- The Washington Times - Monday, July 29, 2002

In Friday's editorial “Clear and present danger in Pakistan,” The Washington Times misdiagnosed the cause of India-Pakistan tensions and proposed a solution namely greater British involvement that would have little or no effect on the situation.

Both The Times' editorial board, and some sections of the Bush administration, go to great lengths to avoid saying the Pakistani military sponsors terrorists that target Indian civilians. Since Pakistani leader Pervez Musharraf announced his latest “crackdown” and promised to permanently end infiltration across the line of control, more than 100 civilians have been killed in Kashmir. If this many people die with Gen. Musharraf cooperating, what does The Times believe non-cooperation yields? Your own editorial states that Pakistani Pashtuns are fighting in Kashmir, hence debunking Pakistan's assertion that all the groups are indigenous Kashmiris fighting for freedom. As these foreigners cross the line of control, who supplies them with machine guns, grenades and plastic explosives?

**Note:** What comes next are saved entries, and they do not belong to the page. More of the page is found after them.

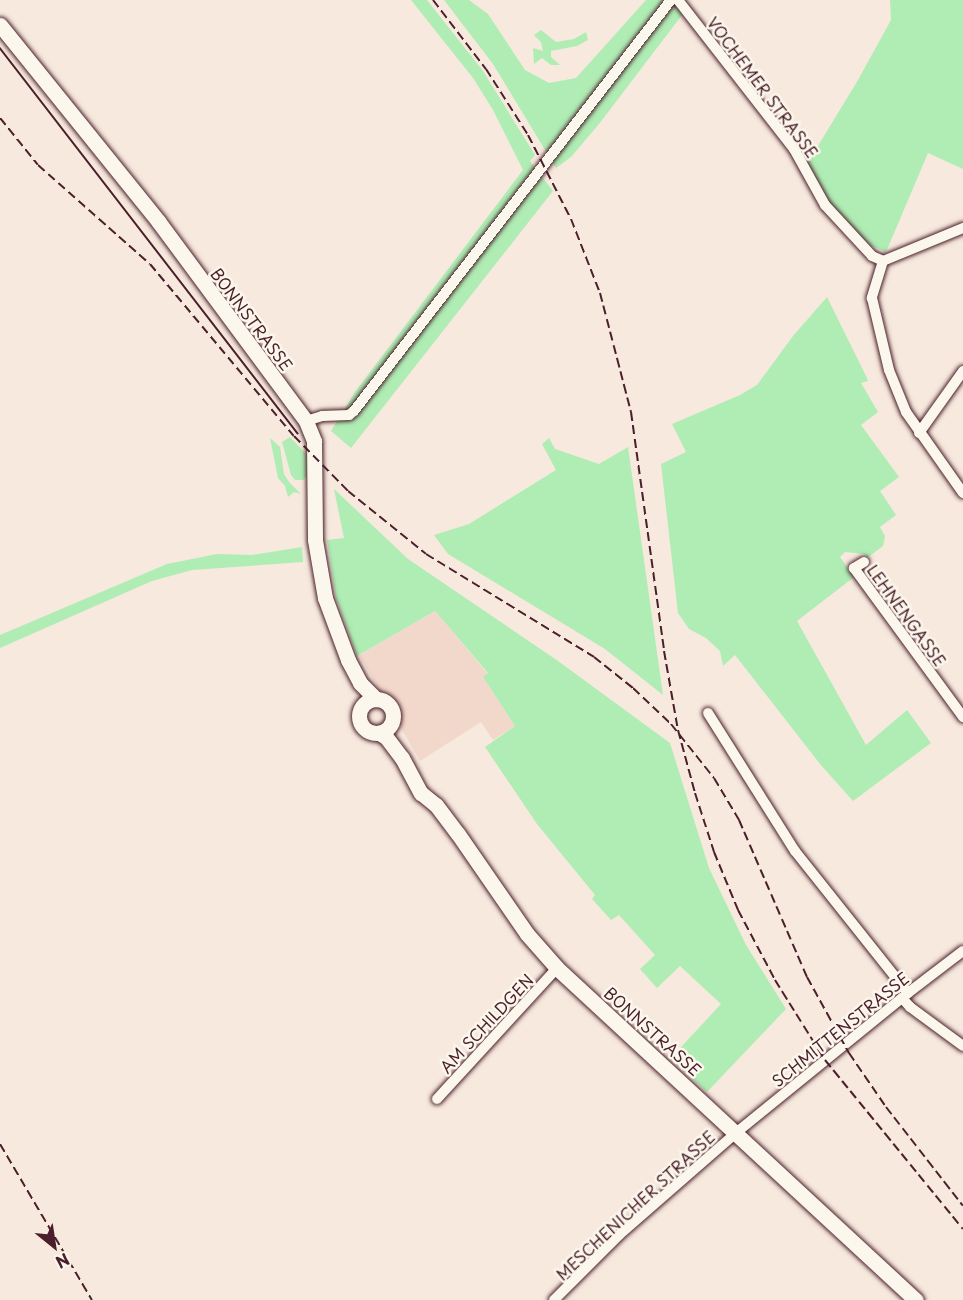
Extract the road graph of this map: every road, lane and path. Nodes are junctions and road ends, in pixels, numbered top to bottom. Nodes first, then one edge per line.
1 (671, 0) edge
2 (678, 0) edge
3 (0, 25) edge
4 (963, 228) edge
5 (883, 261) junction
6 (963, 371) edge
7 (306, 421) junction
8 (919, 433) junction
9 (963, 493) edge
10 (864, 562) dead end
11 (360, 683) junction
12 (376, 699) junction
13 (362, 708) junction
14 (708, 713) dead end
15 (963, 717) edge
16 (393, 722) junction
17 (379, 733) junction
18 (402, 758) junction
19 (963, 951) edge
20 (557, 968) junction
21 (905, 995) junction
22 (963, 1046) edge
23 (437, 1099) dead end
24 (737, 1132) junction
25 (554, 1300) edge
26 (916, 1300) edge

1 - 7 street
2 - 5 street, VOCHEMER STRASSE
3 - 7 main road, BONNSTRASSE
4 - 5 street
5 - 8 street
6 - 8 street
7 - 11 main road, BONNSTRASSE
8 - 9 street
10 - 15 street, LEHNENGASSE
11 - 12 main road, BONNSTRASSE
11 - 13 main road, BONNSTRASSE
12 - 13 main road
12 - 16 main road
13 - 17 main road
14 - 21 street
16 - 17 main road
16 - 18 main road, BONNSTRASSE
17 - 18 main road, BONNSTRASSE
18 - 20 main road, BONNSTRASSE
19 - 21 street, SCHMITTENSTRASSE
20 - 23 street, AM SCHILDGEN
20 - 24 main road, BONNSTRASSE
21 - 22 street
21 - 24 street, SCHMITTENSTRASSE
24 - 25 street, MESCHENICHER STRASSE
24 - 26 main road, BONNSTRASSE

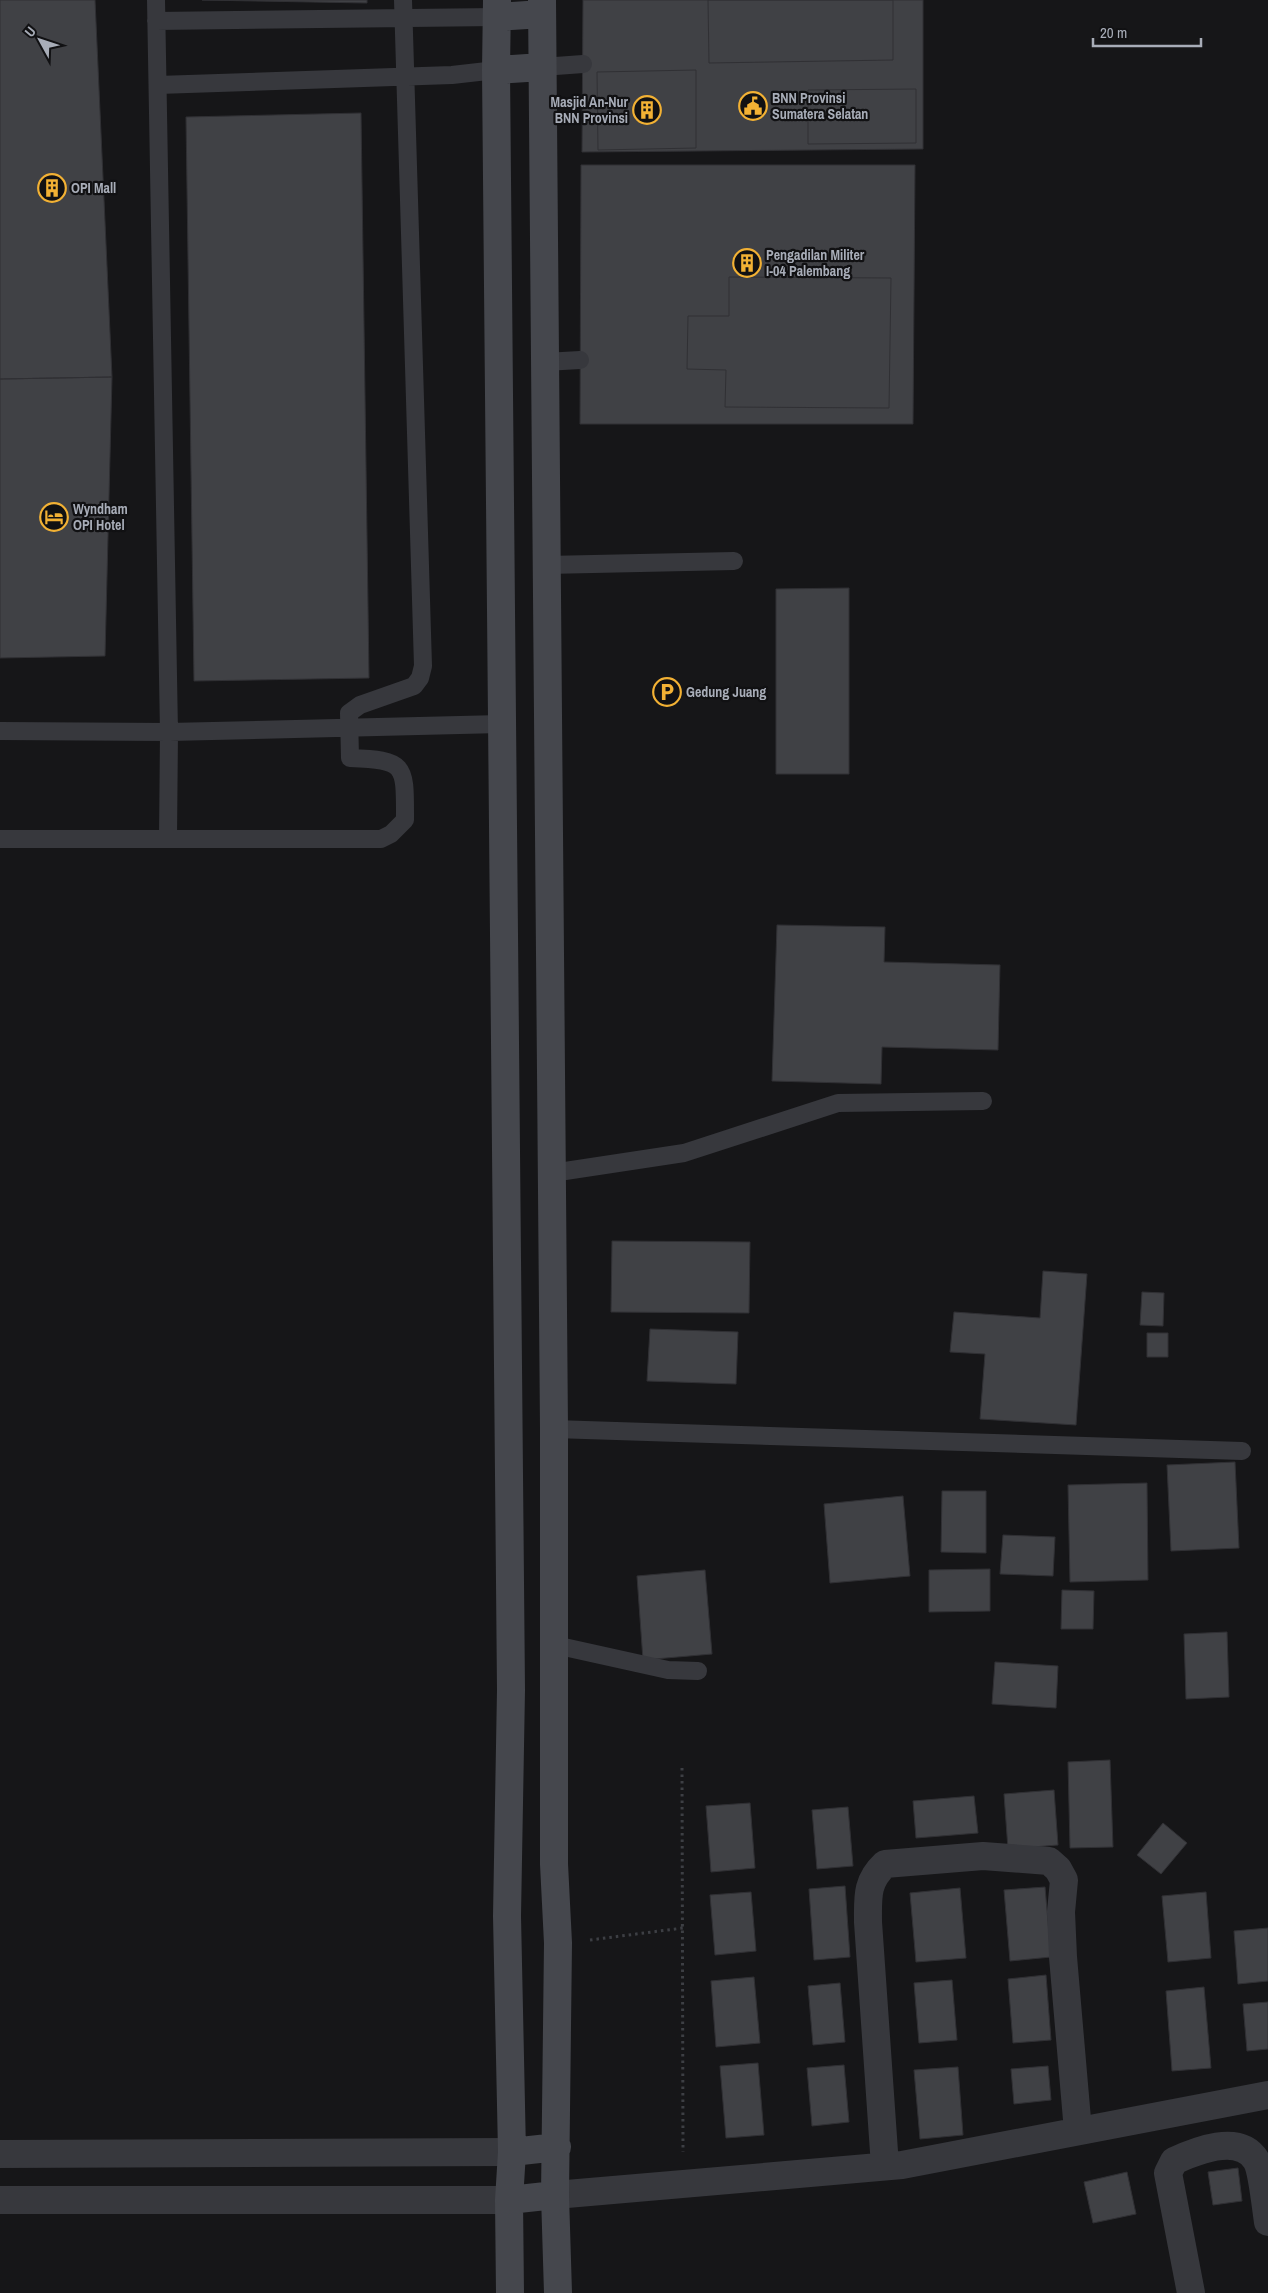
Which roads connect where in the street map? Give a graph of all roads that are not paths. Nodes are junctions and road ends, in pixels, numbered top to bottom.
1 (156, 0) edge
2 (542, 7) edge
3 (403, 8) edge
4 (497, 9) edge
5 (156, 21) junction
6 (583, 64) dead end
7 (542, 67) junction
8 (496, 70) junction
9 (404, 76) junction
10 (158, 85) junction
11 (580, 360) dead end
12 (545, 362) junction
13 (734, 561) dead end
14 (546, 565) junction
15 (501, 724) junction
16 (350, 726) junction
17 (0, 731) edge
18 (169, 732) junction
19 (0, 839) edge
20 (168, 839) junction
21 (984, 1101) dead end
22 (552, 1173) junction
23 (554, 1429) junction
24 (1242, 1451) dead end
25 (556, 1645) junction
26 (698, 1671) dead end
27 (1268, 2096) edge
28 (1078, 2131) junction
29 (557, 2147) junction
30 (512, 2152) junction
31 (0, 2154) edge
32 (885, 2166) junction
33 (555, 2195) junction
34 (0, 2200) edge
35 (509, 2200) junction
36 (1268, 2222) edge
37 (510, 2293) edge
38 (558, 2293) edge
39 (1191, 2293) edge

1 - 5 lane
2 - 4 street
2 - 7 street
3 - 4 lane
3 - 5 lane
3 - 9 lane
4 - 8 street
5 - 10 lane
6 - 7 lane
7 - 8 street
7 - 12 street
8 - 9 lane
8 - 15 street
9 - 10 lane
9 - 16 lane
10 - 18 lane
11 - 12 lane
12 - 14 street
13 - 14 lane
14 - 22 street
15 - 16 lane
15 - 30 street
16 - 18 lane
16 - 20 lane
17 - 18 lane
18 - 20 lane
19 - 20 lane
21 - 22 lane
22 - 23 street
23 - 24 lane
23 - 25 street
25 - 26 lane
25 - 29 street
27 - 28 street
28 - 32 street
28 - 32 street
29 - 30 street
29 - 33 street
30 - 31 street
30 - 35 street
32 - 33 street
33 - 35 street
33 - 38 street
34 - 35 street
35 - 37 street
36 - 39 street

As for a British role, the curt reception that Foreign Secretary Jack Straw received in New Delhi should demonstrate that the Indians see no role for outside mediation. Considering the British still haven't managed to settle the problems in Northern Ireland, the last thing they are qualified to do is mediate in Kashmir, a problem they helped create in their poorly planned and executed partition of the subcontinent in 1947.

The Times is correct in stating that a war between India and Pakistan would be devastating for the region and the Unites States' hunt for al Qaeda. But pressure has to be applied on Pakistan to rein in its terrorists, not on India to defend itself.